En cuanto a las personas, las hay que me resultan agradables, simpáticas y siento un sincero y profundo afecto por algunas de ellas. Otras me resultan indiferentes, francamente desagradables o aborrecibles. De manera tal que me es imposible sentirme conectado a todas ellas, por más que comparta la misma situación biológica y según dicen, un origen común. Tampoco me resulta posible conocerlas, más allá de los datos que recibo de mis sentidos o los pensamientos que ellas decidan comunicarme con las herramientas que poseen para hacerlo.
Por sus obras sólo puedo conocer tales obras, ya que el hombre es capaz de salvar una vida  y generar una catástrofe, todo durante el mismo día.

Por otra parte, nuestra comunicación se realiza a través de lenguajes consensuados y limitados, a los cuales escapa la descripción precisa de aquello que se denomina inefable.

Por todo ello no conozco los pensamientos de los demás en su estado verdadero y original.

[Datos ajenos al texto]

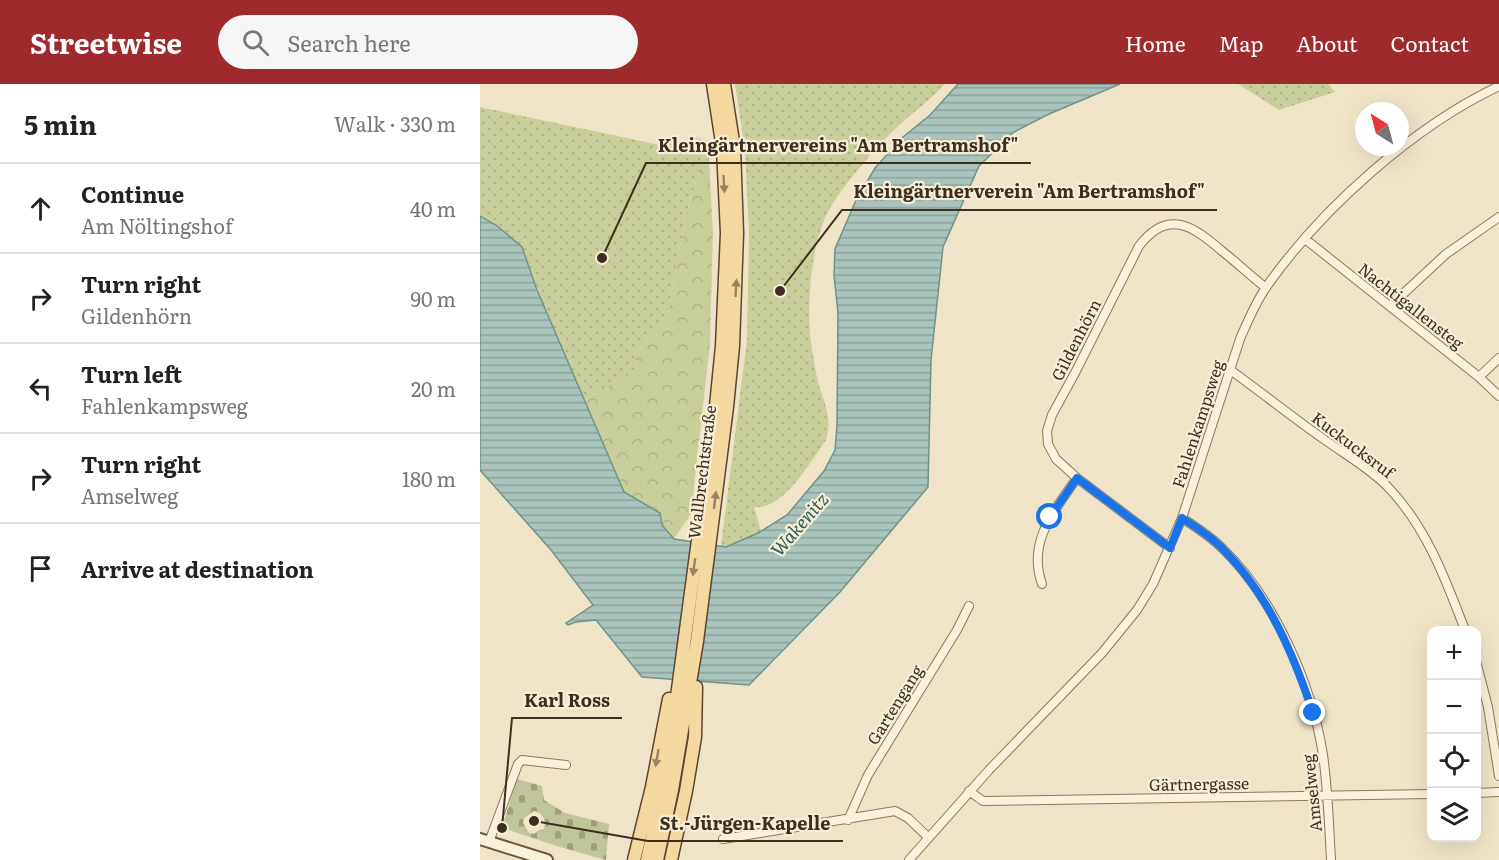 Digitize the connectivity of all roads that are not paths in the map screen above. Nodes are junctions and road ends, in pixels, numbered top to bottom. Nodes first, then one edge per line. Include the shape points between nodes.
1 (713, 84) edge
2 (724, 84) edge
3 (1499, 86) edge
4 (1499, 217) edge
5 (1305, 239) junction
6 (1266, 288) junction
7 (1390, 306) junction
8 (1499, 358) edge
9 (1229, 369) junction
10 (1479, 377) junction
11 (1499, 396) edge
12 (713, 468) junction
13 (1077, 478) junction
14 (1182, 518) junction
15 (1170, 548) junction
16 (1042, 585) dead end
17 (969, 606) dead end
18 (1464, 626) edge
19 (690, 641) junction
20 (1481, 680) edge
21 (566, 765) dead end
22 (1499, 776) edge
23 (969, 791) junction
24 (1499, 792) edge
25 (1481, 793) edge
26 (1427, 794) edge
27 (1327, 796) junction
28 (848, 819) junction
29 (928, 837) junction
30 (723, 839) dead end
31 (485, 840) edge
32 (547, 860) edge
33 (634, 860) edge
34 (647, 860) edge
35 (657, 860) edge
36 (671, 860) edge
37 (909, 860) edge
38 (1331, 860) edge

1 -> 12 main road, Wallbrechtstraße via 723,149 727,233
12 -> 2 main road, Wallbrechtstraße via 729,387 737,278 734,148
3 - 5 street, Fahlenkampsweg via 1446,114 1412,139 1356,187
4 - 7 street via 1446,254
5 - 6 street, Fahlenkampsweg
5 - 7 street, Nachtigallensteg
6 - 9 street, Fahlenkampsweg via 1251,312
6 - 13 street, Gildenhörn via 1194,228 1176,224 1157,228 1146,237 1125,271 1047,430 1048,444 1056,459
7 - 10 street, Nachtigallensteg
8 - 10 street
9 - 14 street, Fahlenkampsweg
9 - 18 street, Kuckucksruf via 1388,487 1433,554
10 - 11 street, Nachtigallensteg
12 - 19 main road, Wallbrechtstraße
13 - 15 street, Gildenhörn
13 - 16 street via 1041,537 1037,571
14 - 15 street, Fahlenkampsweg
14 - 27 street, Amselweg via 1233,560 1274,618 1313,713
15 - 23 street, Fahlenkampsweg via 1137,610
17 - 28 street, Gartengang via 868,775
19 -> 33 main road via 661,733
19 - 34 main road, Wallbrechtstraße
19 - 35 main road, Wallbrechtstraße via 672,790
19 - 36 main road via 695,737
20 - 22 street
21 - 31 street via 522,760
23 - 27 street, Gärtnergasse via 982,801
23 - 29 street, Fahlenkampsweg
24 - 25 street
26 - 27 street, Gärtnergasse
27 - 38 street, Amselweg
28 - 29 street via 895,811
28 - 30 street
29 - 37 street, Fahlenkampsweg
31 - 32 main road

Menos aún puedo conocer sus intenciones o las intenciones que creen tener. En mi experiencia yo mismo ignoro muchas de mis intenciones.
Desde donde estoy no puedo comprender el sentido de ninguna cosa en realidad y pienso que quizás no necesariamente tiene que haberlo.

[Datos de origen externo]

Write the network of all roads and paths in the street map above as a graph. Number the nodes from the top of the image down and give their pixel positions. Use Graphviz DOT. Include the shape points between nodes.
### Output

Quizás la única finalidad es aquello que es en sí mismo y nada más.

El viejo conflicto humano, más allá de la supervivencia que es un mandato compartido con todos los seres vivientes, es encontrar un sentido. La religión y la filosofía han nacido con esta finalidad. Hasta donde he podido comprender nadie ha podido descubrir o probar el sentido de todo lo que existe, incluido el ser humano.
A cambio de esa falta de sentido, parece que poseemos una gran libertad mental, que a pesar de tener sus límites, no parece ser utilizada en todo su potencial por la mayoría de las mentes de este mundo.

No estoy en posición de negar cualquier teoría o idea sobre el sentido de la existencia, pero no he encontrado pruebas plausibles que las respalden. Hay quienes piensan que todo forma parte de una evolución hacia algo superior, pero no hay modo de saberlo a ciencia cierta.


Podría ser perfectamente que el universo sea producto de una inteligencia, pero de ser así, hace mucho tiempo que pienso que tal entidad sería absolutamente incomprensible para mí y de existir me parece que es absolutamente indiferente a las inquietudes o preocupaciones de las pequeñas inteligencias que podamos existir en el universo. Por esas razones, los dioses de la humanidad me parecen creaciones imaginarias basadas en conceptos bastante elementales.